━━ Records shown ━━
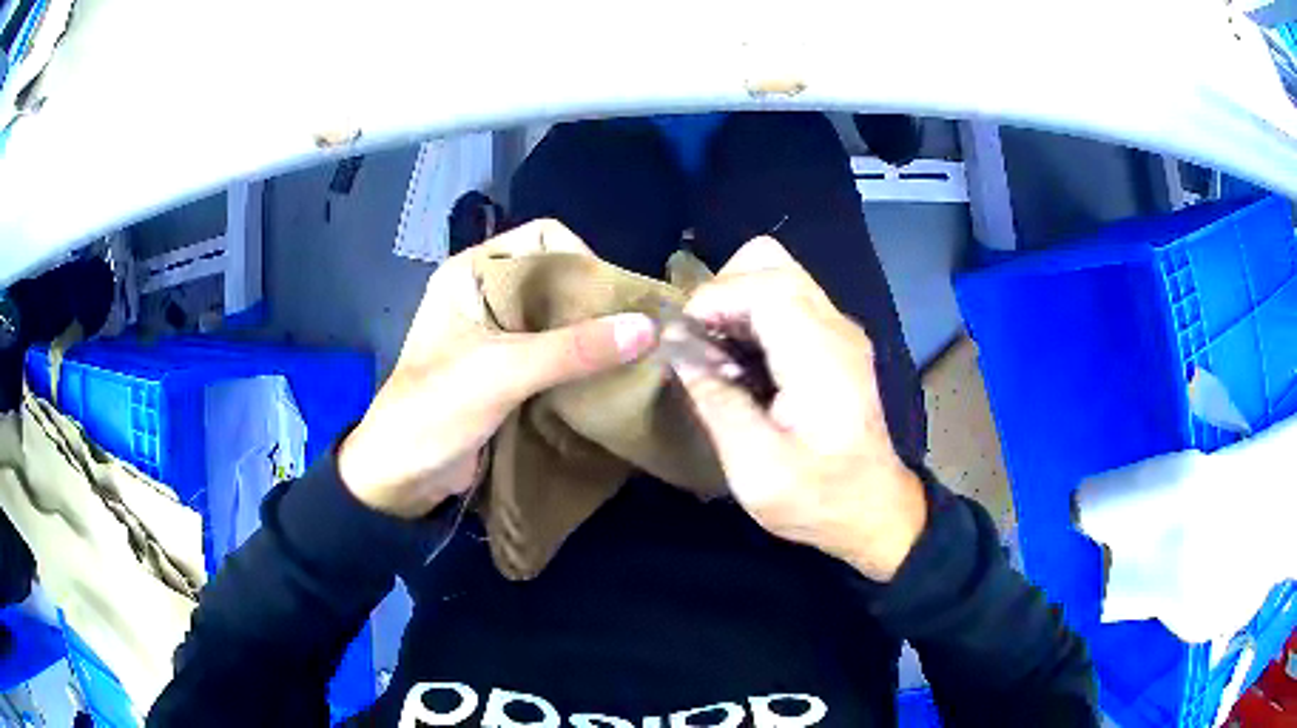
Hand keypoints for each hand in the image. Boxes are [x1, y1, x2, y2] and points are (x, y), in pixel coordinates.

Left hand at [338, 220, 657, 518]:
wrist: (401, 475)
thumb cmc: (437, 409)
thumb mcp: (504, 372)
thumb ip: (573, 349)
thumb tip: (650, 328)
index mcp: (472, 273)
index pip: (543, 238)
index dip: (583, 258)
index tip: (616, 298)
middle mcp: (485, 293)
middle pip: (554, 277)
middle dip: (594, 300)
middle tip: (636, 327)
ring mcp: (494, 333)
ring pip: (555, 316)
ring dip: (590, 332)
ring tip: (632, 351)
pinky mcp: (504, 369)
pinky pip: (552, 350)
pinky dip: (579, 359)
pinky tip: (608, 374)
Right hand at [672, 237, 926, 580]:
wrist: (874, 512)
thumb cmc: (818, 498)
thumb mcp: (754, 466)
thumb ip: (715, 401)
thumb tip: (678, 351)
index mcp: (818, 355)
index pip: (762, 283)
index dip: (712, 298)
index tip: (682, 339)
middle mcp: (834, 327)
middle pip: (770, 261)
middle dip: (722, 290)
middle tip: (699, 341)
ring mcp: (839, 330)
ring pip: (777, 274)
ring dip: (735, 302)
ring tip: (714, 354)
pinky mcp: (836, 342)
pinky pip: (786, 301)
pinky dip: (752, 316)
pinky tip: (740, 363)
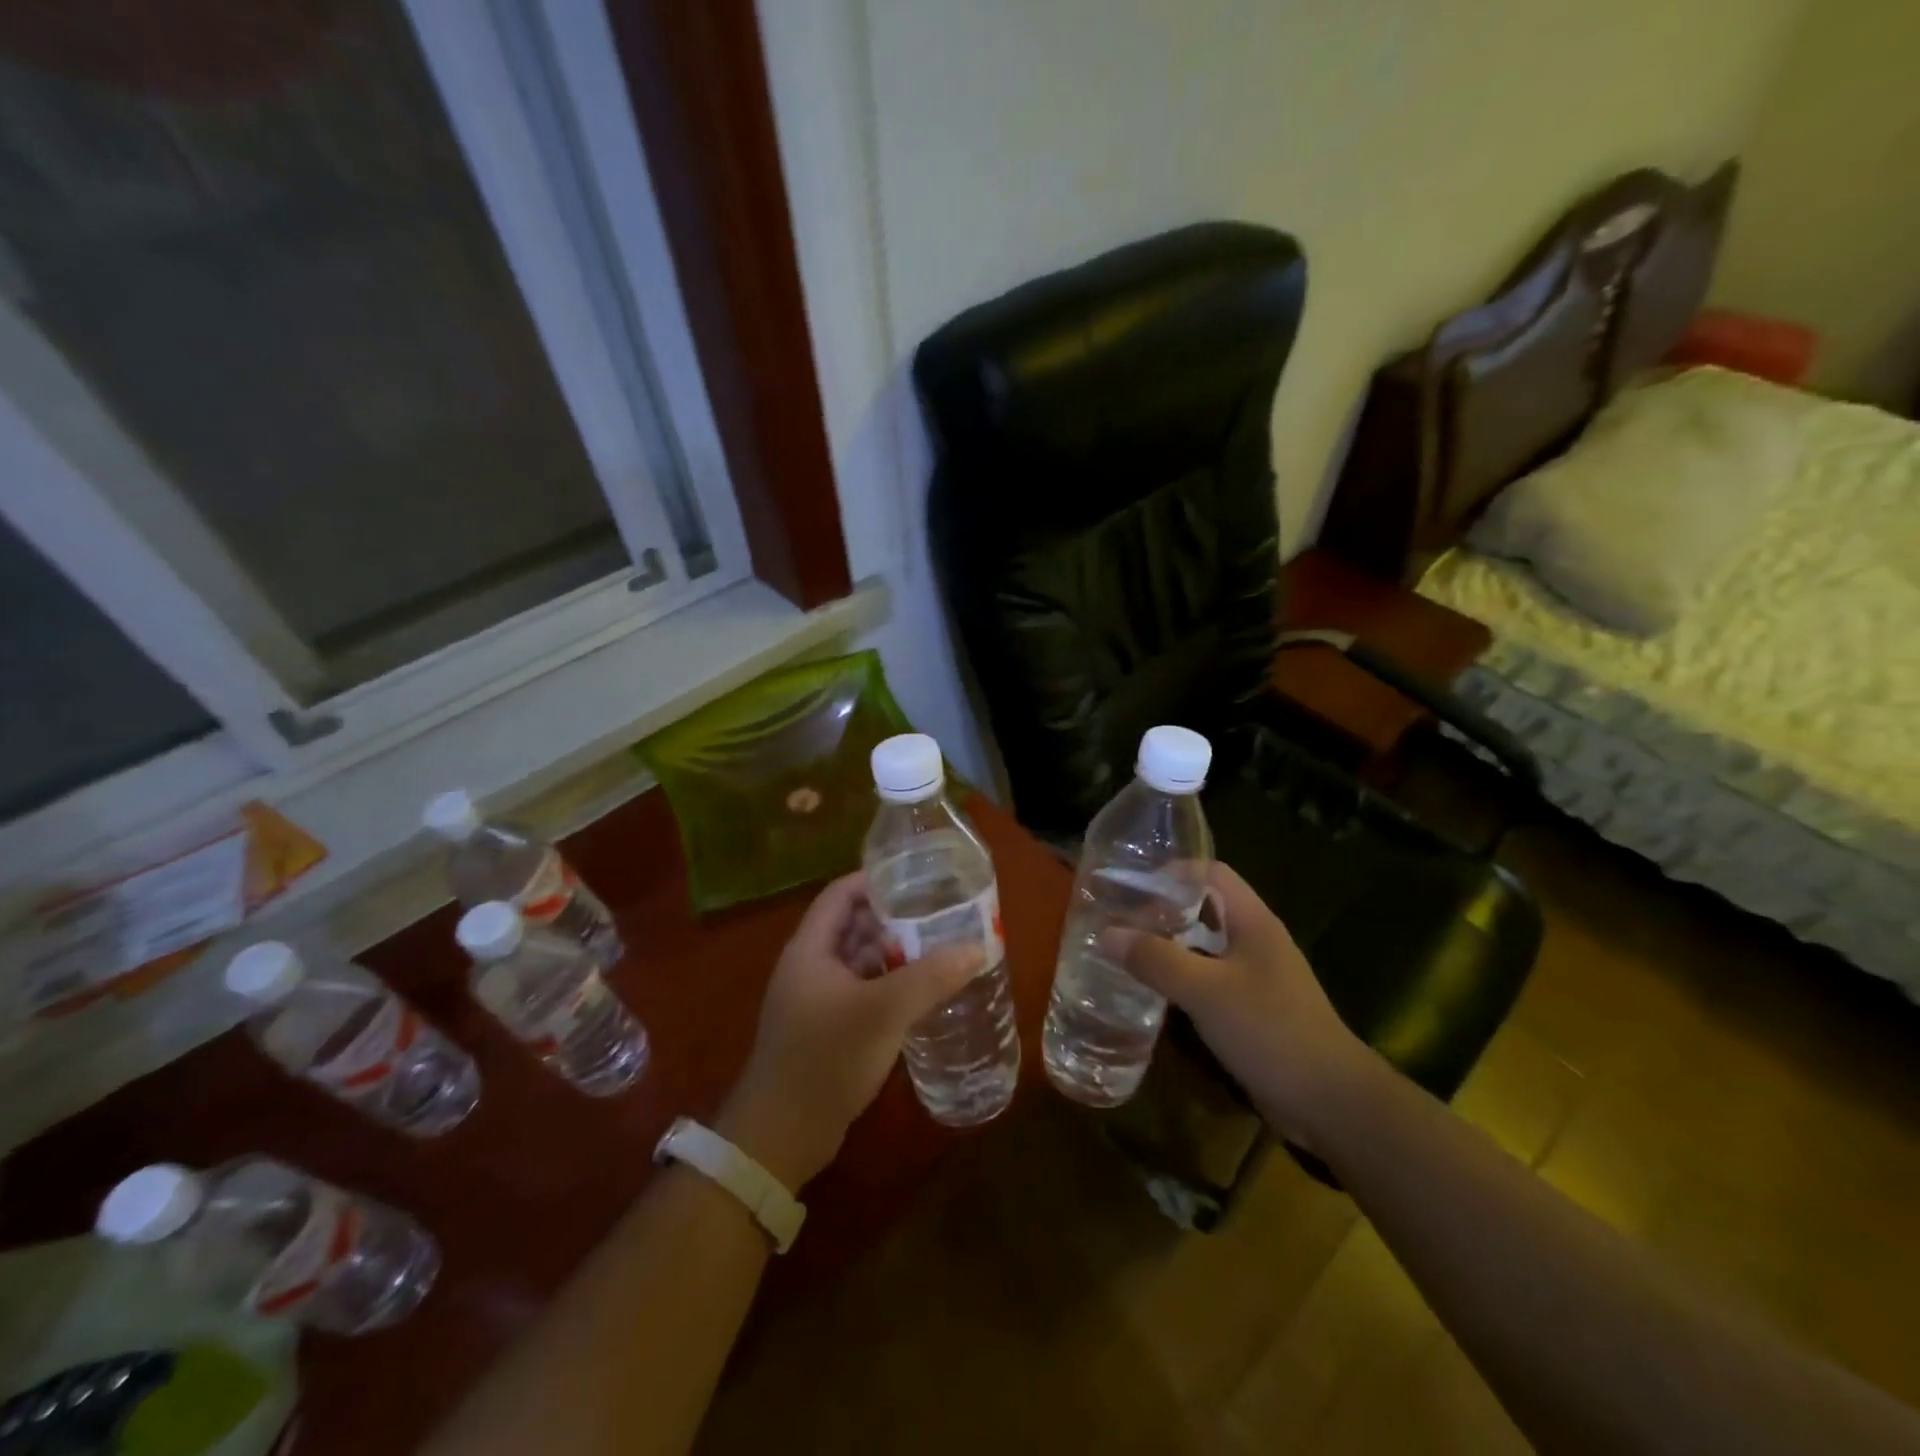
━━━
→ About this task
An exact copy is needed of the lines running from the one with "ring dip: (735, 302)" through the end of the data above, and of those lines only, without pictures.

→ Your response
ring dip: (735, 302)
ring tip: (714, 354)
pinky mcp: (836, 342)
pinky pip: (786, 301)
pinky dip: (752, 316)
pinky tip: (740, 363)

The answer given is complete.